The present invention relates to a device and a method for maintaining a system function in the event of errors in a processor system having two cores as well as a corresponding processor system.
Redundancies, for example, of microcontrollers (μC), but also of components of a μC, such as, for example, the CPU (central processing unit), for the purpose of error detection are known from the related art. In this context, redundantly calculated data and redundantly generated signals are compared for consistency by a comparator unit.
A microcontroller having redundant CPUs is also called a dual-core microcontroller (dual-core μC). In a dual-core μC, both CPUs are able to operate synchronously, that is, in parallel (in lockstep mode) or in a manner that is time-delayed by a few clock cycles. Both CPUs receive the same input data and process the same program or the same instructions. If an error exists in one of the redundantly implemented cores, which error has an effect on at least one output signal of this core, then this results in a discrepancy of the data to be compared, which discrepancy is detected by the comparator unit. In this context, in addition to “data out” data, output signals may also include the instruction address and the control signals. When a discrepancy is detected in the signals to be compared, the comparator unit generates a status or an error signal with which the comparison result may be signaled externally. However, without additional error-detection mechanisms for the redundantly implemented units, it is neither possible to locate the faulty component, nor is it possible to determine the type of cause of the error.
When the redundancies described above are used in safety-related control and regulation systems, then usually a switchover to a “secure state” of the entire system occurs after a discrepancy in the redundantly determined signals is detected, even when the cause of the discrepancy was a transient error having only a brief active duration. In automobile systems, such as, for example, an ESP system, the “secure state” usually means that the system is shut down.
Due to the fact that semiconductor structures are becoming smaller and smaller, an increase in transient processor errors is expected, which are caused e.g. by cosmic radiation. In order to be able to handle transient errors such that it is possible to refrain from shutting down the system and to tolerate or even “heal” errors in operation, there are already a number of solutions in the related art: Using mostly complicated methods, errors are detected by application-specific, frequently model-based plausibilizations; where necessary, a reset of the computer system is triggered. The computer system re-initializes itself and is, after the initialization time and an optional “recovery check” (after, for example, a few 100 ms) operational once again (so-called “forward recovery”).
For applications that are not real-time-capable (for example, transactions at financial markets), a state is formed in an application-specific way before the transaction, which is stored and discarded as invalid only after a confirmed successful conclusion to the transaction exists. When errors occur during the transaction, the system jumps back to the stored starting point (“backward recovery”). In real-time systems, such solutions are very complicated, and usually function is interrupted for the duration of a reset or a recovery check of the processor system.

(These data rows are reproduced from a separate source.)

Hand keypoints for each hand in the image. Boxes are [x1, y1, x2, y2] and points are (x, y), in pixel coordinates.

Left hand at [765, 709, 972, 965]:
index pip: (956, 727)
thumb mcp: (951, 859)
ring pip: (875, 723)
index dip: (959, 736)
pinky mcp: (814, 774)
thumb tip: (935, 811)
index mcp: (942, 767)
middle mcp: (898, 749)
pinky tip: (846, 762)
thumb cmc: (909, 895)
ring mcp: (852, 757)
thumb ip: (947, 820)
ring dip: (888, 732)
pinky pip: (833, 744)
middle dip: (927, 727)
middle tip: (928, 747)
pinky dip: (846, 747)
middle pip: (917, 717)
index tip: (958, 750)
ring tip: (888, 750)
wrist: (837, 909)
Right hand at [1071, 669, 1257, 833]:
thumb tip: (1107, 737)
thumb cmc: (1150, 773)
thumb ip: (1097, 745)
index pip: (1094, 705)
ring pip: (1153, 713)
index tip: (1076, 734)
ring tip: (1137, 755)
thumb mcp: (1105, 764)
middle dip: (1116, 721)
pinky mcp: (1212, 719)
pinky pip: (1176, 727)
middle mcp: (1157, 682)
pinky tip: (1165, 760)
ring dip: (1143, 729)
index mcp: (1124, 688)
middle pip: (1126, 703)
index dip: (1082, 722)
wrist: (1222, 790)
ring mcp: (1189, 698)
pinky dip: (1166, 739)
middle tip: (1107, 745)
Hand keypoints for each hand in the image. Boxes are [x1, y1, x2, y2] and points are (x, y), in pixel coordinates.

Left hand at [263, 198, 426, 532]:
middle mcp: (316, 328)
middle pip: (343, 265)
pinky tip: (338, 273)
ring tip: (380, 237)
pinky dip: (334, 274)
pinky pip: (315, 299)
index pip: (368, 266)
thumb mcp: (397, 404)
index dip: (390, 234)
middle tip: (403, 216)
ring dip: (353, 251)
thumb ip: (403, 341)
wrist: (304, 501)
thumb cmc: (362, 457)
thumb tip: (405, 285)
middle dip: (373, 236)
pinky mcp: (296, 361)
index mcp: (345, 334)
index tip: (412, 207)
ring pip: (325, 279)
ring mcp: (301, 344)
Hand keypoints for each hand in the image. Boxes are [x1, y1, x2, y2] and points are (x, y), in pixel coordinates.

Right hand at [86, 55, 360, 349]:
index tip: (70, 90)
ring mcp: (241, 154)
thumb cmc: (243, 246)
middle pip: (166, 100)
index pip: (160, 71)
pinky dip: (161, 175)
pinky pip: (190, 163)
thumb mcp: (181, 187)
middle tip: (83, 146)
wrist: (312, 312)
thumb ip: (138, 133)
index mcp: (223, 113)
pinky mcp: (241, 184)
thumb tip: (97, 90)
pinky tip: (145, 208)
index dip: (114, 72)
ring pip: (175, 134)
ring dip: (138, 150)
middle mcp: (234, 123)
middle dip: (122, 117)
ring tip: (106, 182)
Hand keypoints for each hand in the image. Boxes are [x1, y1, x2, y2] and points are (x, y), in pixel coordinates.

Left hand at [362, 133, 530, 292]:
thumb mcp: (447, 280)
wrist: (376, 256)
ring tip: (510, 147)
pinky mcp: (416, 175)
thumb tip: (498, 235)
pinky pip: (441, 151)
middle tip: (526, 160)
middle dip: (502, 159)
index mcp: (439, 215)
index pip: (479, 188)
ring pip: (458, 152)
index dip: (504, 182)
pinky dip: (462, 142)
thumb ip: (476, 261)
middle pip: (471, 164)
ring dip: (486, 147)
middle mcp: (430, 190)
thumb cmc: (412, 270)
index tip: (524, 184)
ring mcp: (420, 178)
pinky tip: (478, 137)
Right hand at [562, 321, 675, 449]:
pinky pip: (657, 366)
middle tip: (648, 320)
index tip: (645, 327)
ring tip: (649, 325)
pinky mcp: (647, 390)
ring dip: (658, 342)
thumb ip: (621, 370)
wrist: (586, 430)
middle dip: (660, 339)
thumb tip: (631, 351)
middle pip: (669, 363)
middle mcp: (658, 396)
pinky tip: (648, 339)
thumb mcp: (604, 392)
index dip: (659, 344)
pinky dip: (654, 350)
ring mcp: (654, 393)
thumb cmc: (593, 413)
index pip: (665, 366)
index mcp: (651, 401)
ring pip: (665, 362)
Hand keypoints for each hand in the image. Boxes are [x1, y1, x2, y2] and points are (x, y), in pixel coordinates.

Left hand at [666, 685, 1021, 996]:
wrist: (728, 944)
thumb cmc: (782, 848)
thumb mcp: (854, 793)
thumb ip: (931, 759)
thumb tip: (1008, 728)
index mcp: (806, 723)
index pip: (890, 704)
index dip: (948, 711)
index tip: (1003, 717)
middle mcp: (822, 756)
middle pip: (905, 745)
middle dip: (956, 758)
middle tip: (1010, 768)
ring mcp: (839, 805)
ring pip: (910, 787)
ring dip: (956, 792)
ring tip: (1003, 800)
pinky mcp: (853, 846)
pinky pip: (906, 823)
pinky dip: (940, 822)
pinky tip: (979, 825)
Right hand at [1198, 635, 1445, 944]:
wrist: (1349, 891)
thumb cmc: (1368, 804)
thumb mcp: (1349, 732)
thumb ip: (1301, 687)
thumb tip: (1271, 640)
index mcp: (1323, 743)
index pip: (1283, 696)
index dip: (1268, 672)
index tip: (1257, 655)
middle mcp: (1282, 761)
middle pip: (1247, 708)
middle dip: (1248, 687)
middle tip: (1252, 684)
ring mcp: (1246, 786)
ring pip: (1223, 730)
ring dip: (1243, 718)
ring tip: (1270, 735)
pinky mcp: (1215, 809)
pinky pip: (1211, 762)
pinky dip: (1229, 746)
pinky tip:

With an increasing range of functions of electronic regulating systems in a vehicle, a shutdown of a system, such as ESP with steering intervention, does not constitute a transition to a secure system state in every operating state.
An objective of the present invention is a method for operating a dual-core processor (or a dual-processor system) with the aim of an increased robustness with regard to errors and an increased (partial) availability of the system function when transient and permanent errors occur in the processor system. In an advantageous exemplary embodiment, this may be achieved while maintaining the original execution time for the individual program segments.
In a dual-core computer according to the related art that is operated in the lockstep mode, one CPU operates as master and a second CPU operates as slave. The results of the slave CPU are utilized only for comparing the results of the master CPU. Only the master CPU may write results to the data/address bus or into CPU registers.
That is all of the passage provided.